The reason I’m telling you this story is a remark that the head teacher made – “if he’d come to our pre-school we’d have picked it up and had the help in place before he started school”. I’m not saying this is necessarily your story – your son sounds very different from mine and anyway a friend of mine who did send her son to the pre-school felt her son was being picked on as having problems, quite unfairly! I’m just saying, it can go either way.

cory Fri 05-Jul-13 14:53:24

ThreeMusketeers Fri 05-Jul-13 14:27:41
"Yes, I suppose you are right, I am assuming rather a lot.
Yet I'm basing my assumptions on my own experience and the people I know. Which is quite a homogeneous sample of humanity."
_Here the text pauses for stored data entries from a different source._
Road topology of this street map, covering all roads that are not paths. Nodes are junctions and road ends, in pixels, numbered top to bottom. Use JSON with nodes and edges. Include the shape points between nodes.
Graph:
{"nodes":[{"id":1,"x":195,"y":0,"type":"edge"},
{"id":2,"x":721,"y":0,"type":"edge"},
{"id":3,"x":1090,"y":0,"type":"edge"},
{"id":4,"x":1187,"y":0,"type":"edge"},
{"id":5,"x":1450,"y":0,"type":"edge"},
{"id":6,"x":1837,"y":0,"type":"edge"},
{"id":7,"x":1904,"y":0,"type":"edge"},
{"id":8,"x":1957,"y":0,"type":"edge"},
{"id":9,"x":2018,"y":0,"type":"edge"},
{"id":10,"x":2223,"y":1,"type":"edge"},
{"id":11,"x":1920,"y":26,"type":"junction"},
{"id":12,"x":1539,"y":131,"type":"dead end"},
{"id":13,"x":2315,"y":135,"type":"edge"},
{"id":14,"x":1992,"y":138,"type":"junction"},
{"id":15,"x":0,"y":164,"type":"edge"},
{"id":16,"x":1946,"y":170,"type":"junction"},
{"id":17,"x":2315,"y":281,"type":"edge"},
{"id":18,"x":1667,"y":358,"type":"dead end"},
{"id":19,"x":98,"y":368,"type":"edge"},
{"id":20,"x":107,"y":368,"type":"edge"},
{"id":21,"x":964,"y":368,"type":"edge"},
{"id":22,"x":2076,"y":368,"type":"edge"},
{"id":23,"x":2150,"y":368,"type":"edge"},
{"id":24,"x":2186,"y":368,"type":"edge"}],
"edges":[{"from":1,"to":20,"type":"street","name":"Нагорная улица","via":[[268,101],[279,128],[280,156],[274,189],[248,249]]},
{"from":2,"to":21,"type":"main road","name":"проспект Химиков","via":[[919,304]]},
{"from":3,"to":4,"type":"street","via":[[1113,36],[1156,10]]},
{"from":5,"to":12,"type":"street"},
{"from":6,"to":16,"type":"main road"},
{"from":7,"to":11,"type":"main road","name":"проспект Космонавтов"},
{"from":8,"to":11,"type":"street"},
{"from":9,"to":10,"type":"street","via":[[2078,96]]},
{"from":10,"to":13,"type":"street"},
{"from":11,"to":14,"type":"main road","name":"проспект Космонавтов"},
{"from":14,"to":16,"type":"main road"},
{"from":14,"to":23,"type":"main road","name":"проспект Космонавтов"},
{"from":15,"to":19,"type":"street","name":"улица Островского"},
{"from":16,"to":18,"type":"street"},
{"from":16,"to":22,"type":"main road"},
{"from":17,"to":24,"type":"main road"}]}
Well, don't you think that might explain it? If you tried to get to know a heterogenous sample of humanity you might gain some extra insights. hmm

(Or perhaps you need somebody to explain the long, difficult words to you. I think my children might be able to oblige).

halcyondays Fri 05-Jul-13 14:53:29

If the op's ds loves going to this preschool, then why take him out? it would be different if he hated going, but he seems to be happy there. it can take a while for support to be set up, so if they did apply for it now, then it should be in place by the time he starts primary school. Is he likely to be going to the attached primary school?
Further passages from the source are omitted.